ATO ESSIEN’S NO-CASE APPLICATION: COURT TO RULE JULY 8

The Accra High Court will on July 8, this year, rule on a submission of “no case” filed by the Founder of the defunct Capital Bank, William Ato Essien, and three others accused of stealing depositors’ funds leading to the collapse of the bank.

The other accused persons are the then Managing Director of the bank, Fitzgerald Odonkor, and Tettey Nettey, the Managing Director of MC Management Services, a company said to be owned by Essien, and Kate Quartey-Papafio, a businesswoman. After the prosecution brought its case to a close, lawyers for the accused persons indicated to the court that their clients would formally apply to the court to discharge them by filing a submission of no case in line with Section 173 of the Criminal and Other Offences (Procedure) Act, 1960 (Act 30).

Extension of time

When the case was called yesterday, it came up that only lawyers for Odonkor and Quartey-Papafio had filed their respective submissions of no case although the deadline set by the court which was May 25, this year. Counsel for Essien, Mr Baffour Gyawu Ashia Bonsu, informed the court that he had a little challenge so could only file his client’s submission of no case last Wednesday. For his part, counsel for Nettey, Mr Addo Atuah, pleaded with the court to give him an extension of time to file, arguing that there was a mix-up with the date. The presiding judge, Justice Eric Kyei Baffour, a Justice of the Court of Appeal sitting as a High Court judge, initially declined counsel’s request, but eventually agreed. “I graciously grant extension of time for counsel for the second accused to file the written submission of no case by June 15, 2021. The Republic is to file a response to all the submissions by June 18, 2021,” he ruled.

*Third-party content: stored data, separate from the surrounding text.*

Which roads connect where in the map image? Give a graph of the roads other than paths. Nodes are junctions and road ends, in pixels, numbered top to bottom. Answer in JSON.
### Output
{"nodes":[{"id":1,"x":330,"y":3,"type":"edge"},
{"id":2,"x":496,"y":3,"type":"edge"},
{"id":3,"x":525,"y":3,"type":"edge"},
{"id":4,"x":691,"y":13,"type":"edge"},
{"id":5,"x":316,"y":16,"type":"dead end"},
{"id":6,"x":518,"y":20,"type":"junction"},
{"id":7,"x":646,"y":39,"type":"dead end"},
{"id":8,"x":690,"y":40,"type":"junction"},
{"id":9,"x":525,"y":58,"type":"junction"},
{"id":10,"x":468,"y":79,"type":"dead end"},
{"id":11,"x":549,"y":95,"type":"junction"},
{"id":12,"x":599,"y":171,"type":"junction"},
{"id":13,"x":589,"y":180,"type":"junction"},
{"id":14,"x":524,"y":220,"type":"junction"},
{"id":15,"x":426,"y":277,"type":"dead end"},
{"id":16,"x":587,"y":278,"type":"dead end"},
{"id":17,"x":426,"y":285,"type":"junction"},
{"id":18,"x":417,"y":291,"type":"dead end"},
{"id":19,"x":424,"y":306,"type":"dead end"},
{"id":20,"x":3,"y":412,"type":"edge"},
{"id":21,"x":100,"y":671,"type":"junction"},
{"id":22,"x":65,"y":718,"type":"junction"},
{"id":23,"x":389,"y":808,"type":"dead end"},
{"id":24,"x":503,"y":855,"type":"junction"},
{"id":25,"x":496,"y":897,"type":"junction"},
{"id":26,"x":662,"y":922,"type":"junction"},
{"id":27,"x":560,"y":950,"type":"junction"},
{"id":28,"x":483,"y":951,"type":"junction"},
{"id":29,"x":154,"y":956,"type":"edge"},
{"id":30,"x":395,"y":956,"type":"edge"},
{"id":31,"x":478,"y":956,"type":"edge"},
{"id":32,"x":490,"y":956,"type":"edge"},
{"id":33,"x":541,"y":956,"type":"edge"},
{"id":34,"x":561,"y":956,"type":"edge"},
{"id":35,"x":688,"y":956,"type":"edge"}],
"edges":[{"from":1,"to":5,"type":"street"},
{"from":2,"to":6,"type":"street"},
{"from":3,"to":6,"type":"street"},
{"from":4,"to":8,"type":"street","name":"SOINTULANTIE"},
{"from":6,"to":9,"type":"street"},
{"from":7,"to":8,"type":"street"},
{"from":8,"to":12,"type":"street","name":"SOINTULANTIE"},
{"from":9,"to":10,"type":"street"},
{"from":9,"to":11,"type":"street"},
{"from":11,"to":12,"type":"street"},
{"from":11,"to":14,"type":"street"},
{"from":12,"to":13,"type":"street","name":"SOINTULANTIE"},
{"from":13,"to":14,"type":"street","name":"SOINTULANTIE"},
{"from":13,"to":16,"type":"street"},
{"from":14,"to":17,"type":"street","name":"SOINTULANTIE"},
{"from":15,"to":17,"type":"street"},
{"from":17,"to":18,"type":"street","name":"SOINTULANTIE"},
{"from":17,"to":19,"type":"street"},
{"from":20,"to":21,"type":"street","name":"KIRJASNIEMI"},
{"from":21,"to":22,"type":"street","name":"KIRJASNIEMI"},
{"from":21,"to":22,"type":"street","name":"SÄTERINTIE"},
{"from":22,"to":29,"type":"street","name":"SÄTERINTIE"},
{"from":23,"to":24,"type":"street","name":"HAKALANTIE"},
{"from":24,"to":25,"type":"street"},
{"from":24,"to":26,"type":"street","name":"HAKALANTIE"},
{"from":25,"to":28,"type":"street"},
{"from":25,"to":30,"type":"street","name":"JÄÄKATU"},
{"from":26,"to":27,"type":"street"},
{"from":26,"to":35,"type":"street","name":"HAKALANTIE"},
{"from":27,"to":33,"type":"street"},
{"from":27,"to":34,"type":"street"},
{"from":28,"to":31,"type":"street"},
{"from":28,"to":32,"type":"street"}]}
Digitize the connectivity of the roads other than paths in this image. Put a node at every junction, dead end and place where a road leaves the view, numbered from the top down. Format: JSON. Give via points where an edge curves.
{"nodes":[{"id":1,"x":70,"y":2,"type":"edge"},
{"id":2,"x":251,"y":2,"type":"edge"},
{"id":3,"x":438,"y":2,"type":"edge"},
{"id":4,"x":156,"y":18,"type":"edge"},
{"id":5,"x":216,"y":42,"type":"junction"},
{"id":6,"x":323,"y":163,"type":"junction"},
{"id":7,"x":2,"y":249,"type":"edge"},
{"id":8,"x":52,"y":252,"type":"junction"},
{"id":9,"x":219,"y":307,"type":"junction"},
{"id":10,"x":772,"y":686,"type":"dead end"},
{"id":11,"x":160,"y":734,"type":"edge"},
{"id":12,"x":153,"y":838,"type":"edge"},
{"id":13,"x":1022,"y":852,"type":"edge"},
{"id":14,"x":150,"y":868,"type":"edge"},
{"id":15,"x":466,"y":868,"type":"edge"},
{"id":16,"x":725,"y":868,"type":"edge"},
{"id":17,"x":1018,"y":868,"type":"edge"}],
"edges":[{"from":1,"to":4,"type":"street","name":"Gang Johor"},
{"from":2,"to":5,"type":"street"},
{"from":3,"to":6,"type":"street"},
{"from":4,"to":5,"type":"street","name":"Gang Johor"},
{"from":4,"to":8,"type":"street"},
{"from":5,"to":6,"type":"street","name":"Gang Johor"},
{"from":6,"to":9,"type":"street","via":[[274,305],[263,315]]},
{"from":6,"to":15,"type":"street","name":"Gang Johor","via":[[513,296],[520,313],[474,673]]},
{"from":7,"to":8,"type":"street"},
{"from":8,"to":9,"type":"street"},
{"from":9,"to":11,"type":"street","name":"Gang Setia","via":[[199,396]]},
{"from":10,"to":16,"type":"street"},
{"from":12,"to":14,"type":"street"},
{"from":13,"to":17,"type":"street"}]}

Justice Kyei Baffour then fixed July 8 for the ruling of the submission of no case.

Not guilty

The four accused persons have pleaded not guilty to various counts of stealing, abetment to stealing, conspiracy to steal and money laundering. State prosecutors have accused them of engaging in various illegal acts that led to the dissipation of the GH¢620 million liquidity support given to Capital Bank by the Bank of Ghana (BoG) between June 2015 and November 2016. It is the case of the prosecution that Essien, with Odonkor’s aid, transferred the liquidity support to certain companies either controlled by him or in which he had interest. According to the prosecution, GH¢130 million of the liquidity support was transferred to MC Management Services, which was later presented to the BoG as the initial capital to set up Sovereign Bank, another bank in which Essien supposedly had an interest. The prosecution further alleged that between June and October 2015, Essien, aided by Odonkor, appropriated GH¢c27.5 million of the liquidity support  by carrying it in jute bags. “The money was purportedly used as payment for business promotion,” the prosecution said. With regard to Quartey-Papafio, the prosecution said as part of the scheme to further dissipate the GH¢620 million liquidity support, Essien transferred GH¢70 million of the money into Quartey-Papafio’s bank account at Cal Bank. The prosecution accused Quartey-Papafio of trying to withdraw the money in 2017 even though she was aware that Capital Bank had collapsed and was in receivership.

Revocation of licence

Capital Bank was one of the first banks that collapsed after a massive clean-up of financial institutions by the Bank of Ghana started in 2017. On August 14, 2017, its licence and that of UT Bank were revoked by the BoG after it had declared them insolvent. The BoG allowed the state-owned bank, GCB Bank, to acquire the two banks in order to protect depositors’ funds and to also enable them to stay afloat. The hurricane that swept through the banking sector due to the collapse of the two banks further heightened in August 2018 when the central bank collapsed five other indigenous banks and merged them into one entity, known as Consolidated Bank Ghana.